Though no longer in the Father’s House, He leaves them something important to ponder. Earlier, Jesus unmasked the eyes of many, revealing only those with the open ears of a child will enter the kingdom of heaven. A child-like belief brings forth the response the Father approves. The faith-driven cries from the children’s lips stem from God. For He is the source of the words that they sing.
So also with us. Through the spoken Word entering our ears, the Word in baptism and preaching and teaching, God unites us to Himself. The Word does the doing, filling us with joy in our Savior and confidence in His promises.
How can we be sure? The Lord Jesus says so. Remember, before He returned to heaven, He left His Apostles with an enduring mandate, “Disciple the nations by baptizing and teaching” (Matthew 28:20). Why such a command? The Holy Spirit works through our Savior’s words, bringing someone into His Church and strengthening confidence in the Father. Such is what takes place in “discipling.”

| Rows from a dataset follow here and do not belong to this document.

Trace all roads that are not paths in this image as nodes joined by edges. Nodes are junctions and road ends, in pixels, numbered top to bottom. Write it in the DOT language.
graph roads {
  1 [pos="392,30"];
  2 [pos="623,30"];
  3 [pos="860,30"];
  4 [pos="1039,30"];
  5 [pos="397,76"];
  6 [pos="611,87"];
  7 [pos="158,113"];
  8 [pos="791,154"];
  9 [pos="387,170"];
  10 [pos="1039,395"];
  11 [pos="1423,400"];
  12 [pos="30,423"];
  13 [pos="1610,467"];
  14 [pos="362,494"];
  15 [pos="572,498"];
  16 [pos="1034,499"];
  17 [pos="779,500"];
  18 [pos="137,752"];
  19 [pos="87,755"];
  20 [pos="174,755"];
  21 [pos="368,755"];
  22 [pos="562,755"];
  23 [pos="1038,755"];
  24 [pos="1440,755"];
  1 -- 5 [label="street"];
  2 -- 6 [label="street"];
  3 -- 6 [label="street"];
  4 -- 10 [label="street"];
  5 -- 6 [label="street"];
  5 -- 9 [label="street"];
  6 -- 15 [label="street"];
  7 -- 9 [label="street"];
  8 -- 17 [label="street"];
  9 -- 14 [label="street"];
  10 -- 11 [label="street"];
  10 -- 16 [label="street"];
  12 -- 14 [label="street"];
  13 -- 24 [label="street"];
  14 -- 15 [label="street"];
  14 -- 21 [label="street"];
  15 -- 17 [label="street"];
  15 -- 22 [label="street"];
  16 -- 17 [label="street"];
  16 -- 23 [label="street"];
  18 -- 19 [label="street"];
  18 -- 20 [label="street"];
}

Too often, we limit our reliance on God by our assumptions, “Don’t bother Him with something so trivial.” Not so with children—they take Jesus at His word. The experience of life tells us to turn down our expectations of God. For who wants to be burned by over-believing? So, walking by sight overrides our walking by faith. From the tongues of toddlers, God creates His words of worship and adoration.
Where can we adults receive the belief and trust of the little children? Only in one place—the Gospel. What is the Gospel? The spoken Word with something valuable attached, in this case, eternal life. Mere information does not contain such power, neither do we. The power entwines itself within the Word.
This is the proclaimed Word—but also Jesus, who is the Word become flesh (John 1:14). This Word went the way of death to forgive sins, which changes reality into eternity. So, the declared Word of Jesus with the water makes baptism do what He says—giving someone spiritual birth (John 3:3, 5). So also does the declared Word of Jesus with the wine and bread become His body and blood, with His forgiveness within them.
So, this reliance on God is not something we can conjure up inside ourselves. No, the Father sends us His Spirit to renew and strengthen our trust in Him, changing our lives. The change our Savior brings about is not only for old people like us. No, from the mouths of children and infants, God establishes praise.
Such adoration in not only giving honor to the Almighty. For praise is something full bodied, being lived out in all the ways we trust Him, in the times we turn to Him and ask for His help. In the ways we serve Him, our lives honor Him, for such service springs forth from faith.
So, praise the Lord of heaven and earth! Exalt Him because you are His. For He is the source of our words of blessing, which we give back to God, who ordains praise from nursing babies, children, adults, and old people with Alzheimer’s. Do you hear what they are saying? Join them in their adoration of Christ! Amen.